En la segunda mitad de la década de los sesenta podemos comprobar cómo la escena de la música pop-rock se afianzará en nuestro país y podremos ver cómo los nuevos estilos musicales se desarrollan en España casi con total sincronía con el resto de Europa. En relación a esto, es importante señalar la temprana aparición del movimiento hippie en España en el año 1967, que hace presencia de un modo tímido y “sui generis” dadas la especial situación sociopolítica española.
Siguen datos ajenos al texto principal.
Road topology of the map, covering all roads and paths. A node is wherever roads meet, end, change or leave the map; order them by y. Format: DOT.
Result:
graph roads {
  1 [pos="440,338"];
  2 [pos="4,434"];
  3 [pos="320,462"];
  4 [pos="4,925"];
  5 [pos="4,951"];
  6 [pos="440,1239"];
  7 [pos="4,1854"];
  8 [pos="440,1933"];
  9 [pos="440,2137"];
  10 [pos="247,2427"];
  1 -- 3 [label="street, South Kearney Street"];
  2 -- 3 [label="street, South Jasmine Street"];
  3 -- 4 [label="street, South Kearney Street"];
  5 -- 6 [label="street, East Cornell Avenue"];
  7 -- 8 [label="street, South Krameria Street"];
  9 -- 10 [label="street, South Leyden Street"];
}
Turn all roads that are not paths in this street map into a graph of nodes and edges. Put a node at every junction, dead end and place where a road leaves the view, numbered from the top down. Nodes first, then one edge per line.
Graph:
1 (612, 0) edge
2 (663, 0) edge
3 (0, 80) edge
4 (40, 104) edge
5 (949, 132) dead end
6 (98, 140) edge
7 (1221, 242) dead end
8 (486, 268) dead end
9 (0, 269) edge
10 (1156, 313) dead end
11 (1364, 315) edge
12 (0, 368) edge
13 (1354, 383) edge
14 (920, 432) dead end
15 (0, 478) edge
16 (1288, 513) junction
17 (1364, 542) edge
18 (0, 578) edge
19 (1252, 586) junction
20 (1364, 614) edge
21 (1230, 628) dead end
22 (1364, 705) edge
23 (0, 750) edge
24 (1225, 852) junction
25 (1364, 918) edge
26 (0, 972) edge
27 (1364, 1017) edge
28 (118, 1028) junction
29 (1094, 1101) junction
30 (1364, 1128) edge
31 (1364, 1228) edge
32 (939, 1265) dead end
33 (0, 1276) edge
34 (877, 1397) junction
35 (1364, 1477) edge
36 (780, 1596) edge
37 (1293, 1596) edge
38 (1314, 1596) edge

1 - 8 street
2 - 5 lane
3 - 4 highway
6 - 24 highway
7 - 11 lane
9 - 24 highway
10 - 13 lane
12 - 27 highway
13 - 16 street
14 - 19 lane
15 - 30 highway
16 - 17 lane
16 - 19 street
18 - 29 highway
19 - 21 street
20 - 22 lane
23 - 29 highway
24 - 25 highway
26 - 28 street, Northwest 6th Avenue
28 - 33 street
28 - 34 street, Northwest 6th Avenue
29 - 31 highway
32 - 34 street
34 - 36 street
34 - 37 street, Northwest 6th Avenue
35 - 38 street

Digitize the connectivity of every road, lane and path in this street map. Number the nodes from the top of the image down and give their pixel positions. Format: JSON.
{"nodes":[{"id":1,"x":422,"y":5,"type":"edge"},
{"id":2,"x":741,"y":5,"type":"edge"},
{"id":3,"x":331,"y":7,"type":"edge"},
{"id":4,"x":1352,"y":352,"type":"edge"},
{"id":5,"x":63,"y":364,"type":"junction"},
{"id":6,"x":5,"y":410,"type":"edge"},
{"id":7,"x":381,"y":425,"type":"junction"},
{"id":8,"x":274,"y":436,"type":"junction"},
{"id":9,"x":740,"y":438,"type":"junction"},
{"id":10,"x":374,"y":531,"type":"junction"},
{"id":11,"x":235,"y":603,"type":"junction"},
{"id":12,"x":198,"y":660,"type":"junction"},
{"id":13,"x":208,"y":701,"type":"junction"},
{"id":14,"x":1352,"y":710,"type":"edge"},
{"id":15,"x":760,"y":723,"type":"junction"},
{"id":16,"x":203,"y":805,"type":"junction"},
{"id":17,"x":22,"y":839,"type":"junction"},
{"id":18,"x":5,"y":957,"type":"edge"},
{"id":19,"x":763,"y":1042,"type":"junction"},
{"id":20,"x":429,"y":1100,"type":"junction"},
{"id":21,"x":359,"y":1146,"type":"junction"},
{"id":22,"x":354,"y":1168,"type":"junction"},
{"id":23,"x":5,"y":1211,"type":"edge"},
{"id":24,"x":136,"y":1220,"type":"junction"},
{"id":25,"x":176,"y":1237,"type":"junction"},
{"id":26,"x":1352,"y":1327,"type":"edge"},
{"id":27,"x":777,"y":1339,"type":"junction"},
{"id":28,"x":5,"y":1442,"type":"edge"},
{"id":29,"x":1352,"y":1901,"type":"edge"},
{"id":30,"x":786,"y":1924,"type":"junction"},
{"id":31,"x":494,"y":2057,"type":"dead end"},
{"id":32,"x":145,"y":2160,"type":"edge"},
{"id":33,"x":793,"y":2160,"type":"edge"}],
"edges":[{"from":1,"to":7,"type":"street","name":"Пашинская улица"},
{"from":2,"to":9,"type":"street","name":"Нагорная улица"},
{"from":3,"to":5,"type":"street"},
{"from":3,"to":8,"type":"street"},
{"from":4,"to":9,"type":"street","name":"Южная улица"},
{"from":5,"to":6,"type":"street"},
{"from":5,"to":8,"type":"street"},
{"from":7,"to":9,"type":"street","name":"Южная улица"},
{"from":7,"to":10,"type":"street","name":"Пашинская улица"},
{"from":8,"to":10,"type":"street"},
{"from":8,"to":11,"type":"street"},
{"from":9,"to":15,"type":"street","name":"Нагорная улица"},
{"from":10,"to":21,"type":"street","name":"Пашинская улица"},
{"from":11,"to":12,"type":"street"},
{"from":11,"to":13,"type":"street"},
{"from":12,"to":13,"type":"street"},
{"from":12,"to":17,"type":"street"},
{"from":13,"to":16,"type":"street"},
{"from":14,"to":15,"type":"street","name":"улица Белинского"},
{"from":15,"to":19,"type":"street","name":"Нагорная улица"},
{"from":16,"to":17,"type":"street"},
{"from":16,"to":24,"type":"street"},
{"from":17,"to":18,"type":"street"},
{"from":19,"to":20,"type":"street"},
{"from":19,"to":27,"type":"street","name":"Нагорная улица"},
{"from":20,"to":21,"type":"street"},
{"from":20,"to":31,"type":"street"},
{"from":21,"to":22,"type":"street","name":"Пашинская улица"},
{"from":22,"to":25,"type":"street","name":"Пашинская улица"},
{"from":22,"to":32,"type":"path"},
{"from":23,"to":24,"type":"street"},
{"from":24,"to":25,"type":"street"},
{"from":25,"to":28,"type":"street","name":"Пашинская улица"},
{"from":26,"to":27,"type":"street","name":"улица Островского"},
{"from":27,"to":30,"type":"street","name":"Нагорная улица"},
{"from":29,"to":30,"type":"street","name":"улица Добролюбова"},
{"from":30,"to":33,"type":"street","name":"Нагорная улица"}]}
El desarrollo del movimiento hippie tendrá su reflejo en la producción musical de aquellos años. En la Península apareció un pop-rock que estilísticamente se ha etiquetado con el nombre de rock psicodélico. Rock psicodélico, música psicodélica o acid-rock serán términos que definen un subgénero de la música que nace en torno al año 1965 y se desarrolla durante la segunda mitad de la década de los sesenta.

Como algunas de sus características estilísticas principales Craig Morrison cita las siguientes: influencia de la música jazz e india en los solos instrumentales, introducción de instrumentos indios como el sitar o la tabla, empleo de la armonía modal, influencias de la música académica y, sobre todo, letras relacionadas con drogas como el LSD o temática contracultural. Estas características no resultan siempre satisfactorias, pero nos servirán para incluir en ella a grupos como The Byrds, Count Five, Jefferson Airplane, The Electric Prunes, Traffic, The Animals, The Small Faces, Nirvana, The Crazy World of Arthur Brown o Iron Butterfly. La inexactitud en la definición se ve en este caso aumentada porque, como explica Craig Morrison, es uno de los pocos subgéneros musicales cuyo nombre deriva de una sensación tan amplia y subjetiva como la causada por el consumo del LSD.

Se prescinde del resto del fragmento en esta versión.